Die Architektur des Quantencomputings hingegen beruht auf Elementen, die sehr viel kleiner sind als ein elektronischer Schaltkreis: Das können einfache Atome, Elektronen, gefangene Ionen (= Atome, denen einige ihrer Elektronen fehlen), ein Photon (= ein Lichtteilchen) usw. sein. Diese Informationsträger in der Quanteninformatik werden als „Qubits“ bezeichnet. Auf dieser Skala werden die Teilchen von der Quantenphysik und nicht mehr von der traditionellen Physik beherrscht. Sie weisen daher besondere Eigenschaften auf, die so weit gehen, dass sie kontraintuitiv sind. Insbesondere befinden sich Qubits in einer Überlagerung von mehreren Zuständen gleichzeitig. Im Gegensatz zu ihren herkömmlichen Gegenstücken, die entweder 0 oder 1 sind, sind Qubits sowohl 0 als auch 1! Diese Eigenschaft ist zwar verwirrend, bietet aber einen unbestreitbaren Vorteil in der Informatik, da Berechnungen parallel (und nicht sequentiell wie bei herkömmlichen Computern) durchgeführt werden können. Daher ist der Quantencomputer für bestimmte Arten von Problemen, die sehr rechenintensiv sind, eine mit keiner anderen Technologie vergleichbare Alternative.

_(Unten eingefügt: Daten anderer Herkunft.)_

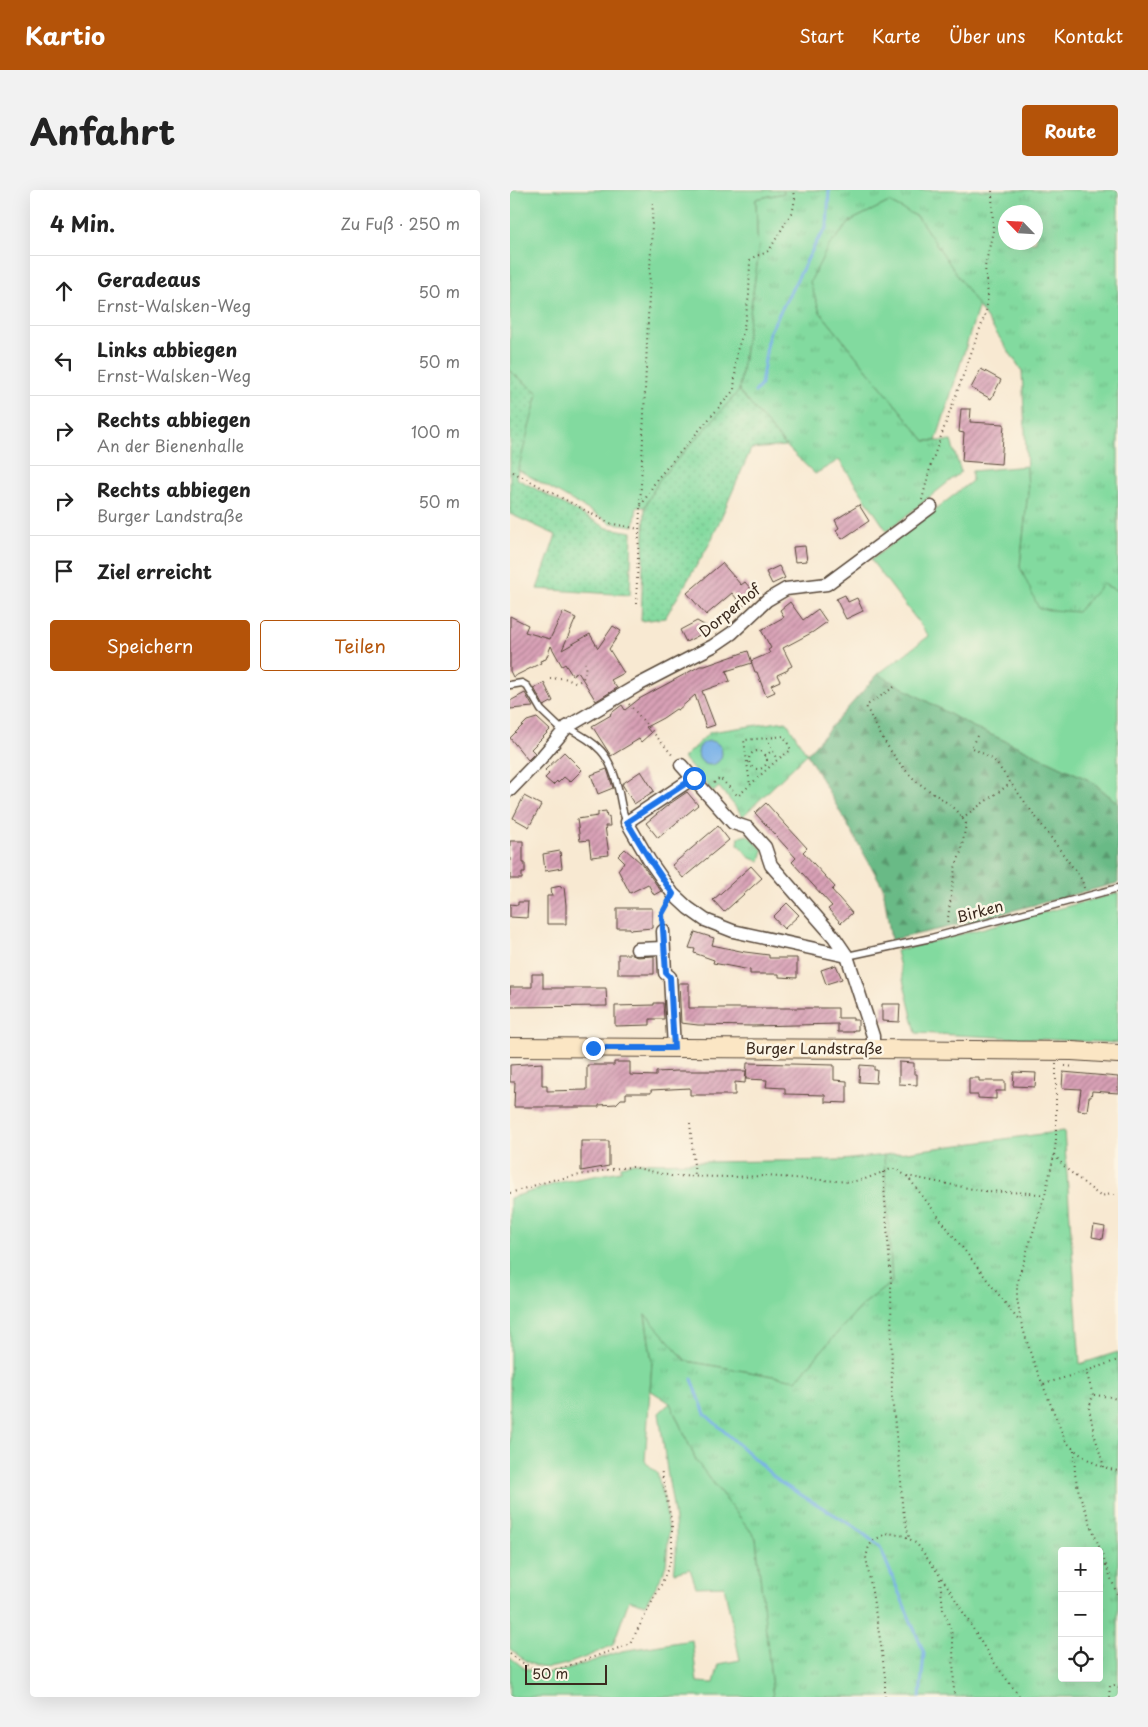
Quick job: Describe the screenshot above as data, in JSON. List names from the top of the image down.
{
  "streets": {
    "main road": ["Burger Landstraße"],
    "street": ["Dorperhof"],
    "lane": ["Birken"]
  },
  "scale_bar": "50 m",
  "north": "top left",
  "page": {
    "header": "Kartio",
    "nav": [
      "Start",
      "Karte",
      "Über uns",
      "Kontakt"
    ],
    "title": "Anfahrt",
    "buttons": [
      "Route",
      ["Speichern", "Teilen"]
    ],
    "heading": ["4 Min.", "Zu Fuß · 250 m"],
    "list": [
      ["Geradeaus", "Ernst-Walsken-Weg", "50 m"],
      ["Links abbiegen", "Ernst-Walsken-Weg", "50 m"],
      ["Rechts abbiegen", "An der Bienenhalle", "100 m"],
      ["Rechts abbiegen", "Burger Landstraße", "50 m"],
      "Ziel erreicht"
    ],
    "map_buttons": ["+", "−"],
    "scale": "50 m"
  }
}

QUANTENCOMPUTING: WIE WEIT SIND WIR?
Quantencomputer befinden sich bereits in der Entwicklung. Einige wenige sind einsatzbereit. Richtiger ist es, von einer vielversprechenden Technologie zu sprechen, die in den Kinderschuhen steckt und sich erst noch bewähren muss. Verschiedene technische Entscheidungen liegen diesen Computern zugrunde. Die gängigste basiert auf supraleitenden Schaltkreisen und erfordert die Abkühlung von Atomen auf eine Temperatur nahe dem absoluten Nullpunkt (-273 °C!), um die Qubits zu erzeugen. Bei diesem Kältegrad offenbart sich die Quantennatur der Atome durch den Supraleitungseffekt: Die Schaltkreise ermöglichen praktisch widerstandsfrei elektrischen Stromfluss. Bei der Technologie der eingeschlossenen Ionen werden anstelle von Supraleitern Magnetfelder verwendet. Bei anderen Verfahren werden Laser eingesetzt usw. Alle diese Technologien haben unterschiedliche Vor-und Nachteile, z. B. in Bezug auf die Geschwindigkeit der Informationsverarbeitung, die Fehlerrate, die Fähigkeit, Qubits zu „stapeln“ usw.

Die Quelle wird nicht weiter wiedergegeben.